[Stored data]
********************

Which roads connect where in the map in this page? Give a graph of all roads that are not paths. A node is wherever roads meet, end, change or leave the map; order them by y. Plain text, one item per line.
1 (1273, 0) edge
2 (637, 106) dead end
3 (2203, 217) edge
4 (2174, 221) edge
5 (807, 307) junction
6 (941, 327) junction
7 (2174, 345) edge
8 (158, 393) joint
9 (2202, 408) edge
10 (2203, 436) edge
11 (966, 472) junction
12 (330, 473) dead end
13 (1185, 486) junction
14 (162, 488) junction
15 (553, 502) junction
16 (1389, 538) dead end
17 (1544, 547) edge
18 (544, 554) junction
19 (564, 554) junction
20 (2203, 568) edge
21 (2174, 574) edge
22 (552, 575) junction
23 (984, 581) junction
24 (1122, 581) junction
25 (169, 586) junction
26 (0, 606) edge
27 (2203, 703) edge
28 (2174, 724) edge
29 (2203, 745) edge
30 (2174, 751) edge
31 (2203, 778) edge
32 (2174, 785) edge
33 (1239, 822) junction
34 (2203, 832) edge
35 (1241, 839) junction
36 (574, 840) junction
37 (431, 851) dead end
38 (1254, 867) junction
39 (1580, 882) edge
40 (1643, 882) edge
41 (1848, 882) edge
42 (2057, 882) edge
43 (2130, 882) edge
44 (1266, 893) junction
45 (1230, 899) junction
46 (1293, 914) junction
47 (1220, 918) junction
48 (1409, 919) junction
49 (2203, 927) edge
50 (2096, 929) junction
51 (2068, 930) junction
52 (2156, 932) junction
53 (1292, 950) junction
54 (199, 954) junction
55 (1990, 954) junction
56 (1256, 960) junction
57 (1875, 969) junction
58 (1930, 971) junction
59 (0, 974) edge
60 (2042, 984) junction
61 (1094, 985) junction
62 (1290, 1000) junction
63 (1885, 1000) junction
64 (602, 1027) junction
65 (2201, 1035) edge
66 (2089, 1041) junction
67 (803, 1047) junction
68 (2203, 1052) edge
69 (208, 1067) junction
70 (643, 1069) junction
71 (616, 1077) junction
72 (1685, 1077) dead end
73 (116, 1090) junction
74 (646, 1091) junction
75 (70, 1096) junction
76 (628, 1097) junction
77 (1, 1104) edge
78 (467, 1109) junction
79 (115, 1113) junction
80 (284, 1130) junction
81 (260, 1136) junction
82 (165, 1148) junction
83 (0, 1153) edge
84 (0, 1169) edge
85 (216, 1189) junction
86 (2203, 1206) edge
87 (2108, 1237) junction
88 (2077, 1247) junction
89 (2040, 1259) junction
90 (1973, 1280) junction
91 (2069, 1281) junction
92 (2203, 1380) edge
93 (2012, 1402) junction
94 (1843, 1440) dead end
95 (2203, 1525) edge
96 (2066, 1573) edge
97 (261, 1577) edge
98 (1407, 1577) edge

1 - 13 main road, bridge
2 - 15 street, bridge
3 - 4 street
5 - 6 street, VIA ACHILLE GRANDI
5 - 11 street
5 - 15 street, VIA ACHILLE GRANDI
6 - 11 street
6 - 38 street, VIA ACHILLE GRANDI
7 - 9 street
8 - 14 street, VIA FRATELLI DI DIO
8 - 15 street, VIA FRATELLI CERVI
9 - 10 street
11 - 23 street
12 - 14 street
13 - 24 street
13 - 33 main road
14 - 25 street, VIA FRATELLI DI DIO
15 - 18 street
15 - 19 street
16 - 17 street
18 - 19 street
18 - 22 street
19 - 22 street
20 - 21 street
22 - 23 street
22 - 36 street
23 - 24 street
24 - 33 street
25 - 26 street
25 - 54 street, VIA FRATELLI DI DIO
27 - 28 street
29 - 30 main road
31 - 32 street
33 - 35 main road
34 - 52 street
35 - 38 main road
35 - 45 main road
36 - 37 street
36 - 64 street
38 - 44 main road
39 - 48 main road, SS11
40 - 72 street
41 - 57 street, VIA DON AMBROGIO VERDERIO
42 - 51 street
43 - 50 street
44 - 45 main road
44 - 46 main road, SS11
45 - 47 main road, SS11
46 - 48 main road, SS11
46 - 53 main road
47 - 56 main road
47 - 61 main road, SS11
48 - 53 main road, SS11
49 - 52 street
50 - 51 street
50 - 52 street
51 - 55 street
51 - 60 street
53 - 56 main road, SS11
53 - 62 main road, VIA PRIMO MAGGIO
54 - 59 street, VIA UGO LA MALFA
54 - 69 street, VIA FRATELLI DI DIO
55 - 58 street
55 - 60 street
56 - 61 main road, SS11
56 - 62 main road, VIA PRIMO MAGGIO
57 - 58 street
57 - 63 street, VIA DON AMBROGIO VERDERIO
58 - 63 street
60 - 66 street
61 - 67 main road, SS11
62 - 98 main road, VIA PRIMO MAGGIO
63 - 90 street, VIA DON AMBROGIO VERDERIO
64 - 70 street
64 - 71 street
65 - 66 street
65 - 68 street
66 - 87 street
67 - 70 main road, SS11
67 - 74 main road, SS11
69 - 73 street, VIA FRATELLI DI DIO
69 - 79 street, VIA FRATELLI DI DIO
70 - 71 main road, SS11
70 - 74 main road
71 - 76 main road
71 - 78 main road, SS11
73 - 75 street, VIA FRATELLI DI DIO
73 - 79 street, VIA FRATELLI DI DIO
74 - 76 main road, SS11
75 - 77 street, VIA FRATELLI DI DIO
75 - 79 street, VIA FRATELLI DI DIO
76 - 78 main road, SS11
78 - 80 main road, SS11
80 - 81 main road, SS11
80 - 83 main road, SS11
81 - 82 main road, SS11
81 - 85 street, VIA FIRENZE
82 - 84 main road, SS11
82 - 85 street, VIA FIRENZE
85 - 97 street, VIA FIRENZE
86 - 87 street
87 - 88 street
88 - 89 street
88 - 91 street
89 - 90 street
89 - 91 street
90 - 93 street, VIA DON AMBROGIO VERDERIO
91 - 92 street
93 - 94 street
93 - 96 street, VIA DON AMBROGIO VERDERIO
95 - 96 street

********************

Action item: Each entry above, in full, should be output exactly as it reads.

Task answer:
Which roads connect where in the map in this page? Give a graph of all roads that are not paths. A node is wherever roads meet, end, change or leave the map; order them by y. Plain text, one item per line.
1 (1273, 0) edge
2 (637, 106) dead end
3 (2203, 217) edge
4 (2174, 221) edge
5 (807, 307) junction
6 (941, 327) junction
7 (2174, 345) edge
8 (158, 393) joint
9 (2202, 408) edge
10 (2203, 436) edge
11 (966, 472) junction
12 (330, 473) dead end
13 (1185, 486) junction
14 (162, 488) junction
15 (553, 502) junction
16 (1389, 538) dead end
17 (1544, 547) edge
18 (544, 554) junction
19 (564, 554) junction
20 (2203, 568) edge
21 (2174, 574) edge
22 (552, 575) junction
23 (984, 581) junction
24 (1122, 581) junction
25 (169, 586) junction
26 (0, 606) edge
27 (2203, 703) edge
28 (2174, 724) edge
29 (2203, 745) edge
30 (2174, 751) edge
31 (2203, 778) edge
32 (2174, 785) edge
33 (1239, 822) junction
34 (2203, 832) edge
35 (1241, 839) junction
36 (574, 840) junction
37 (431, 851) dead end
38 (1254, 867) junction
39 (1580, 882) edge
40 (1643, 882) edge
41 (1848, 882) edge
42 (2057, 882) edge
43 (2130, 882) edge
44 (1266, 893) junction
45 (1230, 899) junction
46 (1293, 914) junction
47 (1220, 918) junction
48 (1409, 919) junction
49 (2203, 927) edge
50 (2096, 929) junction
51 (2068, 930) junction
52 (2156, 932) junction
53 (1292, 950) junction
54 (199, 954) junction
55 (1990, 954) junction
56 (1256, 960) junction
57 (1875, 969) junction
58 (1930, 971) junction
59 (0, 974) edge
60 (2042, 984) junction
61 (1094, 985) junction
62 (1290, 1000) junction
63 (1885, 1000) junction
64 (602, 1027) junction
65 (2201, 1035) edge
66 (2089, 1041) junction
67 (803, 1047) junction
68 (2203, 1052) edge
69 (208, 1067) junction
70 (643, 1069) junction
71 (616, 1077) junction
72 (1685, 1077) dead end
73 (116, 1090) junction
74 (646, 1091) junction
75 (70, 1096) junction
76 (628, 1097) junction
77 (1, 1104) edge
78 (467, 1109) junction
79 (115, 1113) junction
80 (284, 1130) junction
81 (260, 1136) junction
82 (165, 1148) junction
83 (0, 1153) edge
84 (0, 1169) edge
85 (216, 1189) junction
86 (2203, 1206) edge
87 (2108, 1237) junction
88 (2077, 1247) junction
89 (2040, 1259) junction
90 (1973, 1280) junction
91 (2069, 1281) junction
92 (2203, 1380) edge
93 (2012, 1402) junction
94 (1843, 1440) dead end
95 (2203, 1525) edge
96 (2066, 1573) edge
97 (261, 1577) edge
98 (1407, 1577) edge

1 - 13 main road, bridge
2 - 15 street, bridge
3 - 4 street
5 - 6 street, VIA ACHILLE GRANDI
5 - 11 street
5 - 15 street, VIA ACHILLE GRANDI
6 - 11 street
6 - 38 street, VIA ACHILLE GRANDI
7 - 9 street
8 - 14 street, VIA FRATELLI DI DIO
8 - 15 street, VIA FRATELLI CERVI
9 - 10 street
11 - 23 street
12 - 14 street
13 - 24 street
13 - 33 main road
14 - 25 street, VIA FRATELLI DI DIO
15 - 18 street
15 - 19 street
16 - 17 street
18 - 19 street
18 - 22 street
19 - 22 street
20 - 21 street
22 - 23 street
22 - 36 street
23 - 24 street
24 - 33 street
25 - 26 street
25 - 54 street, VIA FRATELLI DI DIO
27 - 28 street
29 - 30 main road
31 - 32 street
33 - 35 main road
34 - 52 street
35 - 38 main road
35 - 45 main road
36 - 37 street
36 - 64 street
38 - 44 main road
39 - 48 main road, SS11
40 - 72 street
41 - 57 street, VIA DON AMBROGIO VERDERIO
42 - 51 street
43 - 50 street
44 - 45 main road
44 - 46 main road, SS11
45 - 47 main road, SS11
46 - 48 main road, SS11
46 - 53 main road
47 - 56 main road
47 - 61 main road, SS11
48 - 53 main road, SS11
49 - 52 street
50 - 51 street
50 - 52 street
51 - 55 street
51 - 60 street
53 - 56 main road, SS11
53 - 62 main road, VIA PRIMO MAGGIO
54 - 59 street, VIA UGO LA MALFA
54 - 69 street, VIA FRATELLI DI DIO
55 - 58 street
55 - 60 street
56 - 61 main road, SS11
56 - 62 main road, VIA PRIMO MAGGIO
57 - 58 street
57 - 63 street, VIA DON AMBROGIO VERDERIO
58 - 63 street
60 - 66 street
61 - 67 main road, SS11
62 - 98 main road, VIA PRIMO MAGGIO
63 - 90 street, VIA DON AMBROGIO VERDERIO
64 - 70 street
64 - 71 street
65 - 66 street
65 - 68 street
66 - 87 street
67 - 70 main road, SS11
67 - 74 main road, SS11
69 - 73 street, VIA FRATELLI DI DIO
69 - 79 street, VIA FRATELLI DI DIO
70 - 71 main road, SS11
70 - 74 main road
71 - 76 main road
71 - 78 main road, SS11
73 - 75 street, VIA FRATELLI DI DIO
73 - 79 street, VIA FRATELLI DI DIO
74 - 76 main road, SS11
75 - 77 street, VIA FRATELLI DI DIO
75 - 79 street, VIA FRATELLI DI DIO
76 - 78 main road, SS11
78 - 80 main road, SS11
80 - 81 main road, SS11
80 - 83 main road, SS11
81 - 82 main road, SS11
81 - 85 street, VIA FIRENZE
82 - 84 main road, SS11
82 - 85 street, VIA FIRENZE
85 - 97 street, VIA FIRENZE
86 - 87 street
87 - 88 street
88 - 89 street
88 - 91 street
89 - 90 street
89 - 91 street
90 - 93 street, VIA DON AMBROGIO VERDERIO
91 - 92 street
93 - 94 street
93 - 96 street, VIA DON AMBROGIO VERDERIO
95 - 96 street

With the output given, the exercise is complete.